The repeated-measures ANOVA revealed no main effect of SC on RTs for speeded or accurate trials (Fig. 4A,B; all p > 0.104). For error rates, there was a main effect of SC on speed trials, F(1, 44) = 9.189, p < 0.001, η2par = 0.295. Participants made fewer errors for medium SC scenes compared to both low, t(22) = 3.294, p = 0.003 or high, t(22) = − 4.346, p < 0.001 (Fig. 4C). Notably, SC had no effect on choice errors when participants were motivated to be accurate (p > 0.103).
Relative to the null model, the model in which drift rate and response boundary were affected by SC + SC2 provided the best fit (ΔDIC = − 21; Fig. 4D). As in experiment 1, low and high SC were associated with a decreased drift rate (inverted U-shape), as indicated by negative shifts in the posterior distribution (P < 0.001). Additionally, those scenes were associated with a decreased response boundary (P < 0.001; Fig. 4E,F), potentially to still allow for a timely response. Thus, when stimulus information was processed slowly, participants decreased their boundaries, and required less information to reach a decision. When pressed for time, this resulted in more errors for low and high complexity scenes.
Results experiment 2b
Two participants were excluded because of excessive errors (> 25%) or excessive omissions (> 40%). A repeated-measures ANOVA with factors scene complexity (low, medium, high) and instruction (speed, accurate) revealed no interaction effects for RTs, F(48) = 0.093, p > 0.9, or errors, F(48) = 1.216, p > 0.3. Consistently, no main effect of CE was observed on RTs or errors when speeded and accurate trials were collapsed (Fig. 5; all p > 0.306).

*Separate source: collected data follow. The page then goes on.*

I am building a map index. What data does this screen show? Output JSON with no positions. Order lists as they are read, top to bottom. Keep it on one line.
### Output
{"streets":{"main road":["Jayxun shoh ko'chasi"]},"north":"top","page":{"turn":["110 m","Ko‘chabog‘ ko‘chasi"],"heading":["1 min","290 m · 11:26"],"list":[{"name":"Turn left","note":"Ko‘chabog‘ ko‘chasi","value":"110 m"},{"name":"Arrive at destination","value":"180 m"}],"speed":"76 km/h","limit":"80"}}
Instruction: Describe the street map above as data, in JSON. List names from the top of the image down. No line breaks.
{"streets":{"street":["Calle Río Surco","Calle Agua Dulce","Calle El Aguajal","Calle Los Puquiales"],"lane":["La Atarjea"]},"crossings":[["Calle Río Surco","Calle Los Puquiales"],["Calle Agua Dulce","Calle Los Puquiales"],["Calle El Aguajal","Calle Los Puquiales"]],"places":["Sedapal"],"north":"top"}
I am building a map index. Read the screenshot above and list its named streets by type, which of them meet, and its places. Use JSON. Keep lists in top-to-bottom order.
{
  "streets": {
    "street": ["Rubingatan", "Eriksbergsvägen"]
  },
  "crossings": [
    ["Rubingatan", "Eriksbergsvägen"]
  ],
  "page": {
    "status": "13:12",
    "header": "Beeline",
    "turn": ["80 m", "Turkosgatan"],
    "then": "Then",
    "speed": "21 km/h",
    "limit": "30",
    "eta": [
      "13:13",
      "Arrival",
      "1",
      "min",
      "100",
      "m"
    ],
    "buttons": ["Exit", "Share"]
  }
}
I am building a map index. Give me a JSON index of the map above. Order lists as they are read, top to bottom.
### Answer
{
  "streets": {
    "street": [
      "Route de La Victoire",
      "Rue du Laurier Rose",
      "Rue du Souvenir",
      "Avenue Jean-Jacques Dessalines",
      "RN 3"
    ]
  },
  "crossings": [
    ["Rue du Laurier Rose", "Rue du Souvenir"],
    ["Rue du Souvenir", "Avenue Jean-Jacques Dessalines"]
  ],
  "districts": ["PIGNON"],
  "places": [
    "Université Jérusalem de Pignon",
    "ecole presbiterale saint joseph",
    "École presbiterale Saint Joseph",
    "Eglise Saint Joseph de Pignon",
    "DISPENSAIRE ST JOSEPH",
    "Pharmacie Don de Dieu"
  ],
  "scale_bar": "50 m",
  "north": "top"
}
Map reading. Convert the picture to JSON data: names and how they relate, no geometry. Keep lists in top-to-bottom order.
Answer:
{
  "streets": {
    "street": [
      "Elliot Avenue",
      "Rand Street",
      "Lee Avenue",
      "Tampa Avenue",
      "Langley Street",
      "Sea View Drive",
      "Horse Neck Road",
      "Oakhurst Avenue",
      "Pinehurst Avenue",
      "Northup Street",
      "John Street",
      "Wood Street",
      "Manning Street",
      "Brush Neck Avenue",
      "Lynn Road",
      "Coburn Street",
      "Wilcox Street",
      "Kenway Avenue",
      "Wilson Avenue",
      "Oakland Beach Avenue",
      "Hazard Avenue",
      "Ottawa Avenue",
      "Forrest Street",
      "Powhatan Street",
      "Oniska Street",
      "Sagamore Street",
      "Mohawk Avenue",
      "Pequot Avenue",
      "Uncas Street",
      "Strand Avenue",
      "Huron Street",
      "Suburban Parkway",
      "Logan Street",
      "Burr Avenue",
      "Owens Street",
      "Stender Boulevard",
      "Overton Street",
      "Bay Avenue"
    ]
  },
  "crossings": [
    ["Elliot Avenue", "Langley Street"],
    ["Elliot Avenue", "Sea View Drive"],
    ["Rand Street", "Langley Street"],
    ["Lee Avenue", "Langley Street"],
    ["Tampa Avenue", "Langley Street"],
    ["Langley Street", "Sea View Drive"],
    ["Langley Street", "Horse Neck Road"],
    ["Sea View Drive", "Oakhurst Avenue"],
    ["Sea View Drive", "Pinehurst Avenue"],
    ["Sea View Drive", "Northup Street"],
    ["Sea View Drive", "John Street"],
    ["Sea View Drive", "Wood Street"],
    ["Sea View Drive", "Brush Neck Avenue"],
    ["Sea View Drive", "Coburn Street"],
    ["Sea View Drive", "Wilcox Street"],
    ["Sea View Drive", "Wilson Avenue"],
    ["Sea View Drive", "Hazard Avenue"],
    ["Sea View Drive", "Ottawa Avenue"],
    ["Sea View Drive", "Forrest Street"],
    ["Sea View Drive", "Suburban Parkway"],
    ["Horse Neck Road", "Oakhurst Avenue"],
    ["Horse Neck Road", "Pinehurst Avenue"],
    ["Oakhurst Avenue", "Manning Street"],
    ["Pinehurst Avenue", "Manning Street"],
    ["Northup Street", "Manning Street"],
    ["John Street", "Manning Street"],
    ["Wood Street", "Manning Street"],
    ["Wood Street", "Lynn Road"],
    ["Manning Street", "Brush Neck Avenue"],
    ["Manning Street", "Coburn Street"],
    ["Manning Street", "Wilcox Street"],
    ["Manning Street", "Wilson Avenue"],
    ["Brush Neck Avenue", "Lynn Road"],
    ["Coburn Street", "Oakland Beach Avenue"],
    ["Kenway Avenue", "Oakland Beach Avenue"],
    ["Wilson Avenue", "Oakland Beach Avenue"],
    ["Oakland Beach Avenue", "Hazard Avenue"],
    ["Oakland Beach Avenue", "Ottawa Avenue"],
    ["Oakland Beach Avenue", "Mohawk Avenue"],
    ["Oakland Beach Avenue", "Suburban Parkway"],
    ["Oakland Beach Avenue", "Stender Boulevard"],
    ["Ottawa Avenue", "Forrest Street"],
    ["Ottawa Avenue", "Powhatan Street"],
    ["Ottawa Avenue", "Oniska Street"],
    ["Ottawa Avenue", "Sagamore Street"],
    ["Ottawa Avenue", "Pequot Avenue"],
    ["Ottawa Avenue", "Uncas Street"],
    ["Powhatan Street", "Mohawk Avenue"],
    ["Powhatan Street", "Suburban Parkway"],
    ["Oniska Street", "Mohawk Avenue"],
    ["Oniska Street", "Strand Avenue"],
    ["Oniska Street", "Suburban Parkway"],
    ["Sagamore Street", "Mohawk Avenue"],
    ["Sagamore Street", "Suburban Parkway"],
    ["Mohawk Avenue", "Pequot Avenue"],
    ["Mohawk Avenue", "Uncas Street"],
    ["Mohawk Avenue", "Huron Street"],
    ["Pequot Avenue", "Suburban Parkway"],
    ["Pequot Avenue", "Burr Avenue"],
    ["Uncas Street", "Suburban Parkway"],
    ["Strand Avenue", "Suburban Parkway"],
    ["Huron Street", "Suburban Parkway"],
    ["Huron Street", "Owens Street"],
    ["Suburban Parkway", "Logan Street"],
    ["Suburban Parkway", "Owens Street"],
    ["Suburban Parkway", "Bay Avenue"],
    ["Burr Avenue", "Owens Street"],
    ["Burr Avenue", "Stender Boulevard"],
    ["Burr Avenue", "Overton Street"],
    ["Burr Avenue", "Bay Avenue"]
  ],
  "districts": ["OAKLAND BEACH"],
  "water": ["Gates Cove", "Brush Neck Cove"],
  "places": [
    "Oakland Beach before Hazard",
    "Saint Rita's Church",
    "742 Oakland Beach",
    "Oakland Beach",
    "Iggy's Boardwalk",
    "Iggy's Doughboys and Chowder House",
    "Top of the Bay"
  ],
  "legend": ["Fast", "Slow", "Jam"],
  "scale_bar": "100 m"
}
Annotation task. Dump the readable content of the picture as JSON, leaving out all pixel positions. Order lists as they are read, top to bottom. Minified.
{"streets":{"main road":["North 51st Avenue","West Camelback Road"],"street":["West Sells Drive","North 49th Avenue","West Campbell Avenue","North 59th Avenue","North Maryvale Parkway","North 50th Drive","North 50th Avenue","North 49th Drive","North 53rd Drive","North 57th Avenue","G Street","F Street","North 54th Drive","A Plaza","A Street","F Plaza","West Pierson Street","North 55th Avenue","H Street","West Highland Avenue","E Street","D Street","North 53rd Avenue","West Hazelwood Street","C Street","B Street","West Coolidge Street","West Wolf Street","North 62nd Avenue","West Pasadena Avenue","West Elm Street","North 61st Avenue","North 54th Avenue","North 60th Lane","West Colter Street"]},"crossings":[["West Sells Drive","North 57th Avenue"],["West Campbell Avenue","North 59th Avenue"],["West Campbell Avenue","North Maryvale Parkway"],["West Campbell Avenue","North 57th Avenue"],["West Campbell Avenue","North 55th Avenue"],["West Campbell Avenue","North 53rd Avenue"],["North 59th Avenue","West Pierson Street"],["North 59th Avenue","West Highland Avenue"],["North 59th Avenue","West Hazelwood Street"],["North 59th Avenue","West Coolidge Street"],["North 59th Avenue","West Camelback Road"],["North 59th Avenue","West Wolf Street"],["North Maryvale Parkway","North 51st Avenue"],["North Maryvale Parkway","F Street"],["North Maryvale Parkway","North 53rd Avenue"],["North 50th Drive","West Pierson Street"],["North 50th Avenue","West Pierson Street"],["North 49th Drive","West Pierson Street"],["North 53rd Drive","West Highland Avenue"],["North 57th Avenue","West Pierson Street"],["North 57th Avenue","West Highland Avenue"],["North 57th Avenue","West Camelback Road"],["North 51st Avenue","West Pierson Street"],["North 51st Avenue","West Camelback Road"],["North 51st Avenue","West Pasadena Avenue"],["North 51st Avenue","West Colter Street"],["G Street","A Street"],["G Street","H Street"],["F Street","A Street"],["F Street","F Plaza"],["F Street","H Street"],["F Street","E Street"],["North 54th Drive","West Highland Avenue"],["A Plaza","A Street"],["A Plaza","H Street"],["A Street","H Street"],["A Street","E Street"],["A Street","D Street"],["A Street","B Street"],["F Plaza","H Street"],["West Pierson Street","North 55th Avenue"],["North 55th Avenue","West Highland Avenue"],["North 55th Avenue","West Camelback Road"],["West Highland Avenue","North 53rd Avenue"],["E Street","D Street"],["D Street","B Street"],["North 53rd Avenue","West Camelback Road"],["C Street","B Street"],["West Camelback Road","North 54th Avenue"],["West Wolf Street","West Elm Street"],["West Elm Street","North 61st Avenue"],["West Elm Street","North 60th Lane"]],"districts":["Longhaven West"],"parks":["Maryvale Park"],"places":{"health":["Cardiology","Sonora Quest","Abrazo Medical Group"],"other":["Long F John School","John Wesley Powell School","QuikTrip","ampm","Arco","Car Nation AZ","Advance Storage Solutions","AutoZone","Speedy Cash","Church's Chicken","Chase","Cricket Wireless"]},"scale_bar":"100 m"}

This study systematically investigated the interaction between low-level statistics in natural scenes and perceptual decision-making processes. Results indicate that scene complexity, as indexed by two parameters (SC, CE), modulates perceptual decisions through the speed of information processing. Experiment 2a/b refined these observations by showing how the isolated manipulation of SC alone results in weaker yet comparable effects, whereas the manipulation of CE has no effect. By using natural stimuli, we show that task performance was best on medium complex images. Overall, these results show that very basic properties of our natural environment influence perceptual decision-making.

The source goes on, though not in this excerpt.